11. ASSUMPTION OF RISK

11.1 User Acknowledges the Risk of Cryptocurrency and Smart Contracts. USER REPRESENTS AND WARRANTS THAT IT UNDERSTANDS AND IS WILLING TO ACCEPT THE RISKS ASSOCIATED WITH CRYPTOGRAPHIC SYSTEMS SUCH AS SMART CONTRACTS, PUBLIC BLOCKCHAIN NETWORKS (INCLUDING, BUT NOT LIMITED TO, THE ETHEREUM, POLYGON, ARBITRUM, AND BINANCE SMART CHAIN BLOCKCHAIN NETWORKS), NON-FUNGIBLE TOKENS, AND THE INTERPLANETARY FILE SYSTEM.
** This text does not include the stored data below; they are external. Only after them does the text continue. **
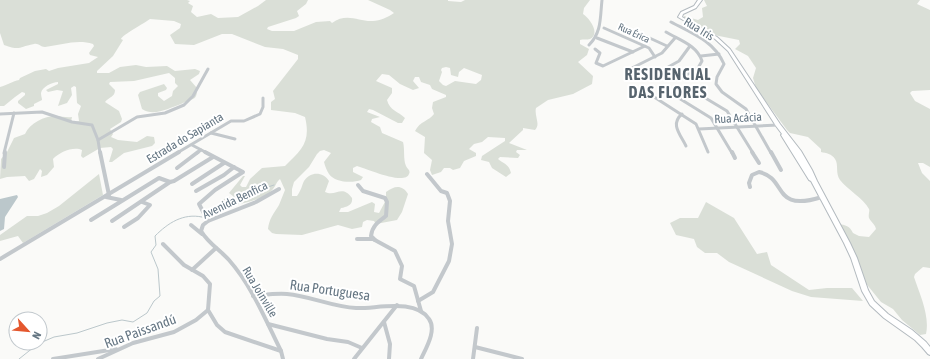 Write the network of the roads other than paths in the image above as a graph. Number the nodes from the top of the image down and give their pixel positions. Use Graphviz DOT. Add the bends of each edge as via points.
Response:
graph roads {
  1 [pos="602,0"];
  2 [pos="700,0"];
  3 [pos="671,22"];
  4 [pos="604,28"];
  5 [pos="666,32"];
  6 [pos="643,35"];
  7 [pos="598,38"];
  8 [pos="675,38"];
  9 [pos="589,45"];
  10 [pos="645,46"];
  11 [pos="667,46"];
  12 [pos="690,46"];
  13 [pos="595,49"];
  14 [pos="633,52"];
  15 [pos="719,54"];
  16 [pos="655,56"];
  17 [pos="701,56"];
  18 [pos="208,69"];
  19 [pos="630,69"];
  20 [pos="654,75"];
  21 [pos="680,79"];
  22 [pos="661,87"];
  23 [pos="692,90"];
  24 [pos="651,95"];
  25 [pos="263,98"];
  26 [pos="14,113"];
  27 [pos="0,114"];
  28 [pos="682,114"];
  29 [pos="757,126"];
  30 [pos="737,127"];
  31 [pos="779,127"];
  32 [pos="718,128"];
  33 [pos="699,129"];
  34 [pos="211,133"];
  35 [pos="236,139"];
  36 [pos="98,140"];
  37 [pos="192,145"];
  38 [pos="686,146"];
  39 [pos="201,150"];
  40 [pos="708,152"];
  41 [pos="213,157"];
  42 [pos="735,158"];
  43 [pos="224,163"];
  44 [pos="759,163"];
  45 [pos="4,167"];
  46 [pos="234,167"];
  47 [pos="177,168"];
  48 [pos="781,170"];
  49 [pos="426,174"];
  50 [pos="170,182"];
  51 [pos="192,184"];
  52 [pos="358,185"];
  53 [pos="750,187"];
  54 [pos="279,189"];
  55 [pos="196,191"];
  56 [pos="107,196"];
  57 [pos="822,197"];
  58 [pos="121,200"];
  59 [pos="142,202"];
  60 [pos="91,220"];
  61 [pos="112,221"];
  62 [pos="208,221"];
  63 [pos="191,225"];
  64 [pos="124,227"];
  65 [pos="204,236"];
  66 [pos="357,239"];
  67 [pos="377,241"];
  68 [pos="163,244"];
  69 [pos="216,248"];
  70 [pos="0,259"];
  71 [pos="192,270"];
  72 [pos="253,296"];
  73 [pos="418,301"];
  74 [pos="396,305"];
  75 [pos="208,310"];
  76 [pos="421,311"];
  77 [pos="384,322"];
  78 [pos="268,324"];
  79 [pos="476,328"];
  80 [pos="121,348"];
  81 [pos="362,348"];
  82 [pos="475,348"];
  83 [pos="281,351"];
  84 [pos="930,352"];
  85 [pos="53,359"];
  86 [pos="98,359"];
  87 [pos="283,359"];
  88 [pos="354,359"];
  89 [pos="389,359"];
  90 [pos="421,359"];
  91 [pos="472,359"];
  92 [pos="522,359"];
  1 -- 9 [label="street" via="601,21"];
  2 -- 31 [label="street" via="695,7 682,13 680,17 725,45"];
  3 -- 15 [label="street, Rua Iris" via="702,39"];
  4 -- 10 [label="street, Rua Érica"];
  5 -- 8 [label="street"];
  6 -- 11 [label="street"];
  7 -- 14 [label="street"];
  8 -- 11 [label="street"];
  8 -- 12 [label="street"];
  10 -- 14 [label="street"];
  10 -- 16 [label="street, Rua Érica"];
  11 -- 16 [label="street" via="662,53"];
  12 -- 17 [label="street"];
  12 -- 20 [label="street" via="679,60"];
  13 -- 14 [label="street" via="600,53 596,63 601,66"];
  15 -- 17 [label="street"];
  15 -- 29 [label="street, Rua Iris" via="724,64 716,84 720,91 742,105"];
  16 -- 19 [label="street"];
  17 -- 21 [label="street" via="702,61 698,68"];
  18 -- 36 [label="street" via="193,96 184,105 165,113 137,117"];
  22 -- 32 [label="street" via="708,115"];
  23 -- 30 [label="street" via="727,111"];
  24 -- 28 [label="street"];
  25 -- 34 [label="street, Estrada do Sapianta" via="260,114 244,121 232,121"];
  26 -- 27 [label="street"];
  26 -- 36 [label="street" via="47,113 72,122 90,124 94,126"];
  26 -- 45 [label="street" via="4,155"];
  28 -- 33 [label="street"];
  28 -- 38 [label="street" via="676,119 675,124"];
  29 -- 30 [label="street, Rua Acácia"];
  29 -- 31 [label="street, Rua Acácia"];
  29 -- 48 [label="street"];
  30 -- 32 [label="street, Rua Acácia"];
  30 -- 44 [label="street"];
  31 -- 57 [label="street"];
  32 -- 33 [label="street, Rua Acácia"];
  32 -- 42 [label="street"];
  33 -- 40 [label="street"];
  34 -- 35 [label="street"];
  34 -- 37 [label="street, Estrada do Sapianta"];
  36 -- 56 [label="street"];
  37 -- 39 [label="street"];
  37 -- 56 [label="street, Estrada do Sapianta"];
  39 -- 41 [label="street"];
  39 -- 47 [label="street"];
  41 -- 43 [label="street"];
  41 -- 50 [label="street"];
  43 -- 46 [label="street"];
  43 -- 51 [label="street"];
  46 -- 55 [label="street"];
  46 -- 62 [label="street" via="243,173 216,189 199,204"];
  49 -- 73 [label="street" via="441,191 447,193 450,201 448,221 452,247 449,262 433,292"];
  50 -- 58 [label="street" via="159,178"];
  50 -- 59 [label="street"];
  52 -- 67 [label="street" via="363,191 385,198 387,202 386,216 372,231 371,236"];
  53 -- 57 [label="street" via="752,175 759,172 772,176 783,194 800,202"];
  54 -- 62 [label="street, Avenida Benfica" via="256,202"];
  56 -- 58 [label="street"];
  56 -- 70 [label="street, Estrada do Sapianta"];
  57 -- 84 [label="street" via="846,242 872,302 884,314 918,338"];
  58 -- 60 [label="street"];
  59 -- 61 [label="street"];
  59 -- 64 [label="street" via="150,205 138,218"];
  62 -- 65 [label="street, Avenida Benfica" via="201,228"];
  63 -- 65 [label="street"];
  65 -- 69 [label="street, Avenida Benfica"];
  66 -- 67 [label="street"];
  67 -- 73 [label="street" via="396,251 402,266 400,279 413,284"];
  68 -- 71 [label="street"];
  69 -- 71 [label="street"];
  69 -- 72 [label="street, Rua Joinville" via="236,270"];
  71 -- 75 [label="street" via="203,276 210,284"];
  72 -- 74 [label="street, Rua Portuguesa" via="286,294 356,308"];
  72 -- 78 [label="street, Rua Joinville"];
  73 -- 76 [label="street"];
  74 -- 76 [label="street, Rua Portuguesa" via="409,306"];
  74 -- 77 [label="street"];
  75 -- 80 [label="street, Rua Paissandú" via="174,332"];
  75 -- 83 [label="street" via="217,325 225,332"];
  76 -- 90 [label="street" via="429,318 432,326"];
  77 -- 81 [label="street"];
  77 -- 89 [label="street" via="390,344"];
  78 -- 81 [label="street" via="348,342"];
  78 -- 83 [label="street, Rua Joinville"];
  79 -- 82 [label="street"];
  80 -- 85 [label="street"];
  80 -- 86 [label="street, Rua Paissandú"];
  81 -- 88 [label="street"];
  82 -- 91 [label="street"];
  82 -- 92 [label="street"];
  83 -- 87 [label="street, Rua Joinville"];
}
11.2 Company is Not Responsible for Technical Errors on Any Blockchain. COMPANY IS NOT RESPONSIBLE FOR LOSSES ARISING FROM THE USE OF BLOCKCHAINS OR ANY OTHER FEATURES OF ANY BLOCKCHAIN NETWORK OR WALLET THAT COMPANY MAY INTERFACE WITH, INCLUDING, BUT NOT LIMITED TO, LATE REPORT BY DEVELOPERS OR REPRESENTATIVES (OR NO REPORT AT ALL) OF ANY ISSUES WITH THE BLOCKCHAIN NETWORKS, ANY ASSOCIATED L2s, OR ANY OTHER BLOCKCHAIN NETWORK COMPANY MAY INTERFACE WITH, INCLUDING FORKS, TECHNICAL NODE ISSUES, OR ANY OTHER ISSUES RESULTING IN LOSS OF FUNDS.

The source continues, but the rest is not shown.